Es común que los hábitos de sueño se alteren durante el verano, especialmente si has trabajado desde casa o has adaptado horarios por actividades estacionales, cuarentenas o rutinas relajadas de los niños. Quizás te has acostumbrado a trasnochar sin la presión de madrugar. No hay nada de malo en ello.
El verdadero desafío surge al volver a la rutina otoñal: alarmas tempranas, días escolares intensos, aprendizaje remoto, obligaciones familiares y tardes de tareas exigen acostarse antes tanto para padres como para hijos. Restablecer gradualmente una rutina de sueño saludable y constante es clave antes de que inicie el curso escolar.

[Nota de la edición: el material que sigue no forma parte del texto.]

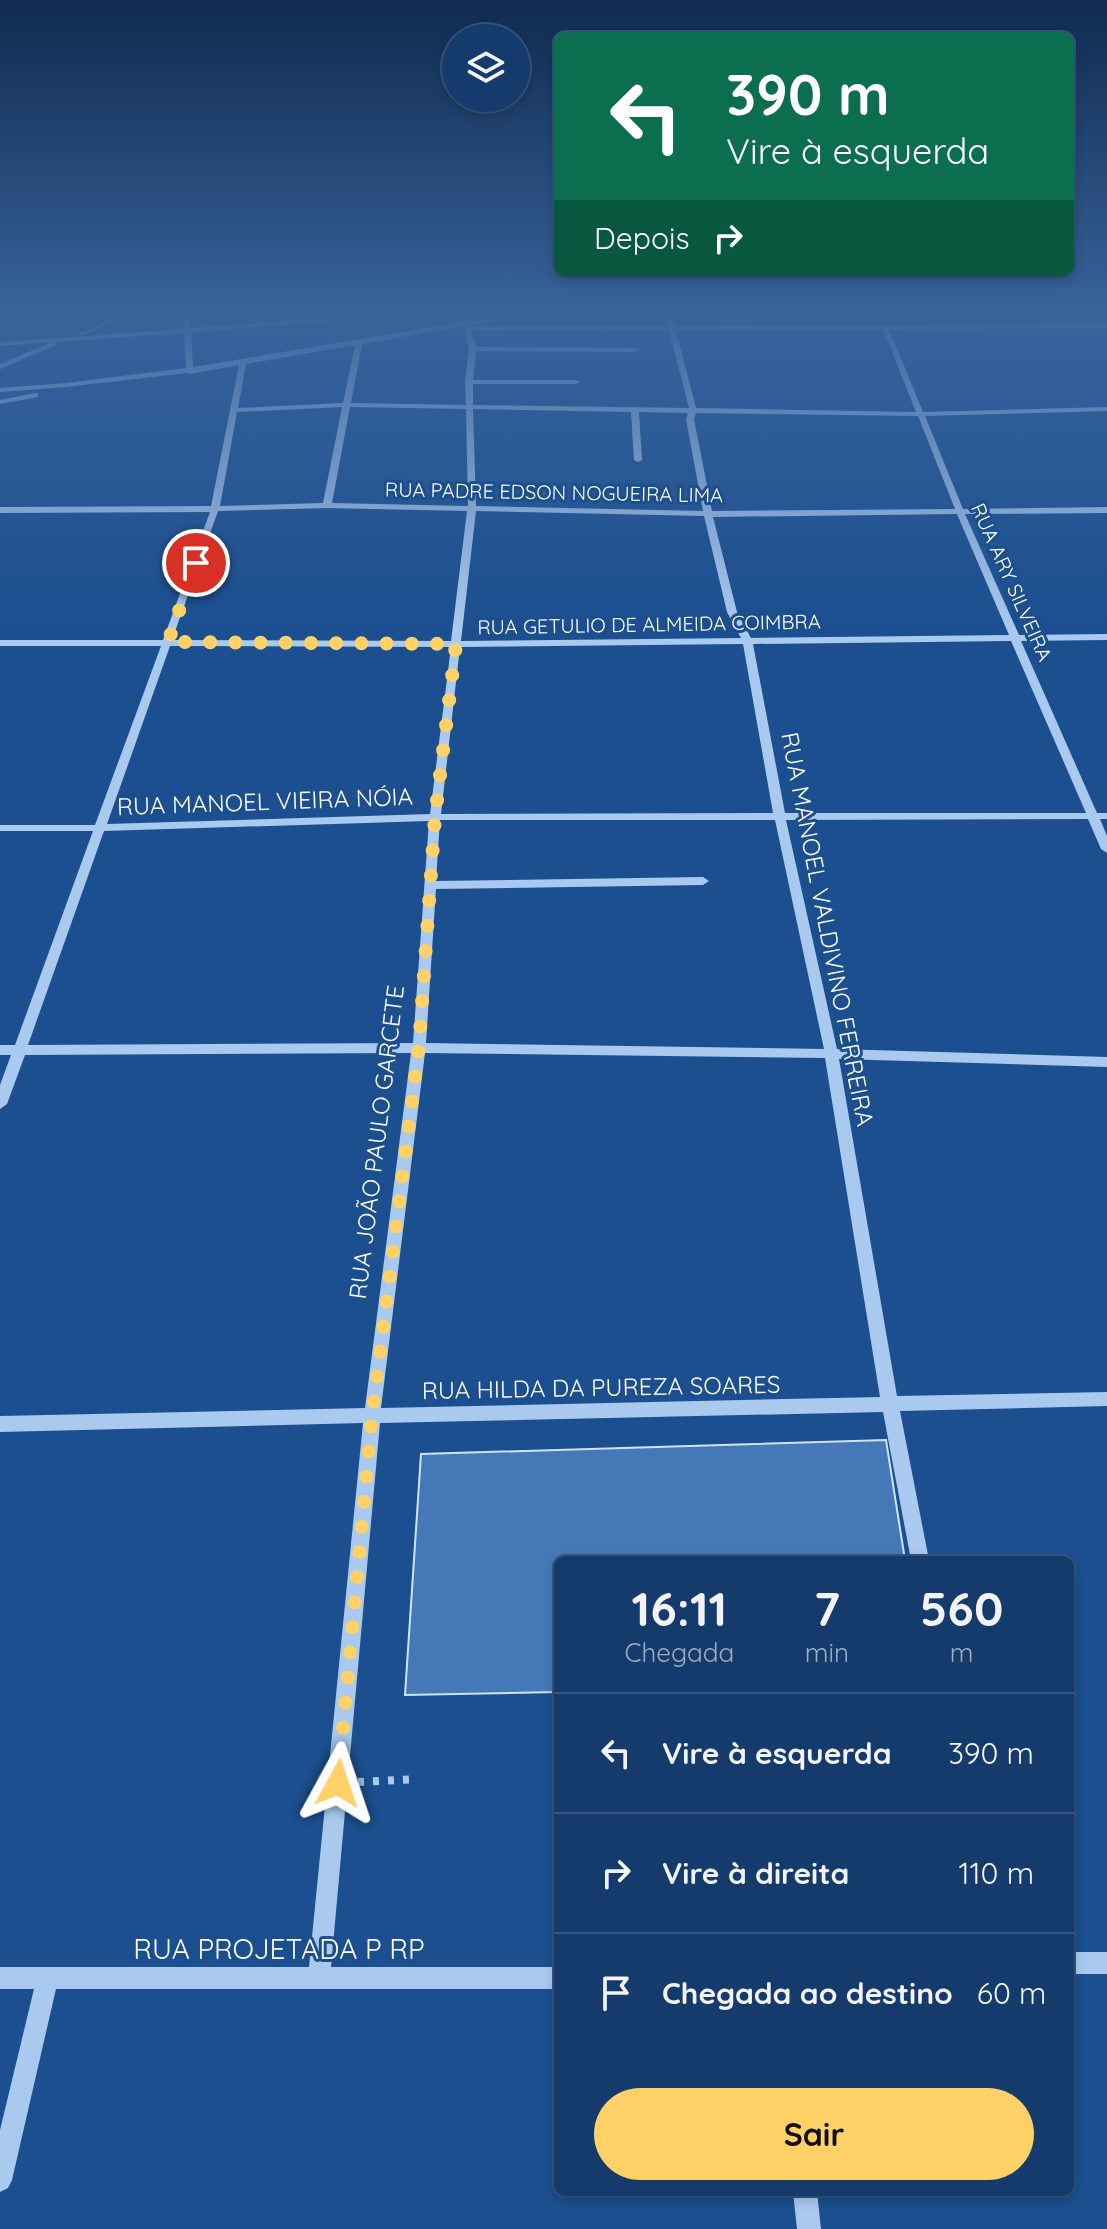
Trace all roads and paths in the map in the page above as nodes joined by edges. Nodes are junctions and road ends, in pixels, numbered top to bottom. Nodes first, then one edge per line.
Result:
1 (232, 418) edge
2 (344, 418) edge
3 (470, 418) edge
4 (635, 418) edge
5 (690, 418) edge
6 (923, 418) edge
7 (638, 460) dead end
8 (327, 505) junction
9 (472, 508) junction
10 (215, 509) junction
11 (0, 510) edge
12 (1107, 510) edge
13 (708, 514) junction
14 (961, 514) junction
15 (1107, 637) edge
16 (747, 640) junction
17 (1019, 640) junction
18 (168, 642) junction
19 (0, 643) edge
20 (456, 644) junction
21 (1093, 816) junction
22 (1107, 816) edge
23 (435, 817) junction
24 (780, 819) junction
25 (0, 828) edge
26 (101, 828) junction
27 (1107, 849) edge
28 (703, 881) dead end
29 (430, 885) junction
30 (419, 1046) junction
31 (0, 1050) edge
32 (17, 1050) junction
33 (831, 1052) junction
34 (1107, 1062) edge
35 (0, 1104) edge
36 (1107, 1399) edge
37 (890, 1405) junction
38 (372, 1416) junction
39 (0, 1424) edge
40 (919, 1556) edge
41 (417, 1779) dead end
42 (338, 1783) junction
43 (1074, 1963) edge
44 (1107, 1963) edge
45 (319, 1977) junction
46 (0, 1978) edge
47 (554, 1978) edge
48 (47, 1980) junction
49 (0, 2180) edge
50 (805, 2196) edge
51 (809, 2229) edge

1 - 10 street
2 - 8 street
3 - 9 street, RUA JOÃO PAULO GARCETE
4 - 7 street
5 - 13 street, RUA MANOEL VALDIVINO FERREIRA
6 - 14 street, RUA ARY SILVEIRA
8 - 9 street, RUA PADRE EDSON NOGUEIRA LIMA
8 - 10 street, RUA PADRE EDSON NOGUEIRA LIMA
9 - 13 street, RUA PADRE EDSON NOGUEIRA LIMA
9 - 20 street, RUA JOÃO PAULO GARCETE
10 - 11 street, RUA PADRE EDSON NOGUEIRA LIMA
10 - 18 street
12 - 14 street, RUA PADRE EDSON NOGUEIRA LIMA
13 - 14 street, RUA PADRE EDSON NOGUEIRA LIMA
13 - 16 street, RUA MANOEL VALDIVINO FERREIRA
14 - 17 street, RUA ARY SILVEIRA
15 - 17 street, RUA GETULIO DE ALMEIDA COIMBRA
16 - 17 street, RUA GETULIO DE ALMEIDA COIMBRA
16 - 20 street, RUA GETULIO DE ALMEIDA COIMBRA
16 - 24 street, RUA MANOEL VALDIVINO FERREIRA
17 - 21 street, RUA ARY SILVEIRA
18 - 19 street, RUA GETULIO DE ALMEIDA COIMBRA
18 - 20 street, RUA GETULIO DE ALMEIDA COIMBRA
18 - 26 street
20 - 23 street, RUA JOÃO PAULO GARCETE
21 - 22 street, RUA MANOEL VIEIRA NÓIA
21 - 24 street, RUA MANOEL VIEIRA NÓIA
21 - 27 street, RUA ARY SILVEIRA
23 - 24 street, RUA MANOEL VIEIRA NÓIA
23 - 26 street, RUA MANOEL VIEIRA NÓIA
23 - 29 street, RUA JOÃO PAULO GARCETE
24 - 33 street, RUA MANOEL VALDIVINO FERREIRA
25 - 26 street, RUA MANOEL VIEIRA NÓIA
26 - 32 street
28 - 29 street
29 - 30 street, RUA JOÃO PAULO GARCETE
30 - 32 street
30 - 33 street
30 - 38 street, RUA JOÃO PAULO GARCETE
31 - 32 street
32 - 35 street
33 - 34 street
33 - 37 street, RUA MANOEL VALDIVINO FERREIRA
36 - 37 street, RUA HILDA DA PUREZA SOARES
37 - 38 street, RUA HILDA DA PUREZA SOARES
37 - 40 street, RUA MANOEL VALDIVINO FERREIRA
38 - 39 street, RUA HILDA DA PUREZA SOARES
38 - 42 street, RUA JOÃO PAULO GARCETE
41 - 42 path
42 - 45 street, RUA JOÃO PAULO GARCETE
43 - 44 street
45 - 47 street, RUA PROJETADA P RP
45 - 48 street, RUA PROJETADA P RP
46 - 48 street, RUA PROJETADA P RP
48 - 49 street
50 - 51 street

Cuanto antes empieces, más fácil será adaptarse y evitar el agotamiento.
"Idealmente, se debería mantener un horario de sueño constante todo el año, pero sabemos que los viajes, campamentos y actividades veraniegas lo complican", explica Andrea López-Yianilos, PsyD, psicóloga clínica licenciada en Nueva York y experta en medicina conductual del sueño. "Es crucial restablecerlo antes del año escolar para optimizar el aprendizaje infantil y la productividad laboral: la reparación muscular y la consolidación de la memoria ocurren principalmente durante el sueño".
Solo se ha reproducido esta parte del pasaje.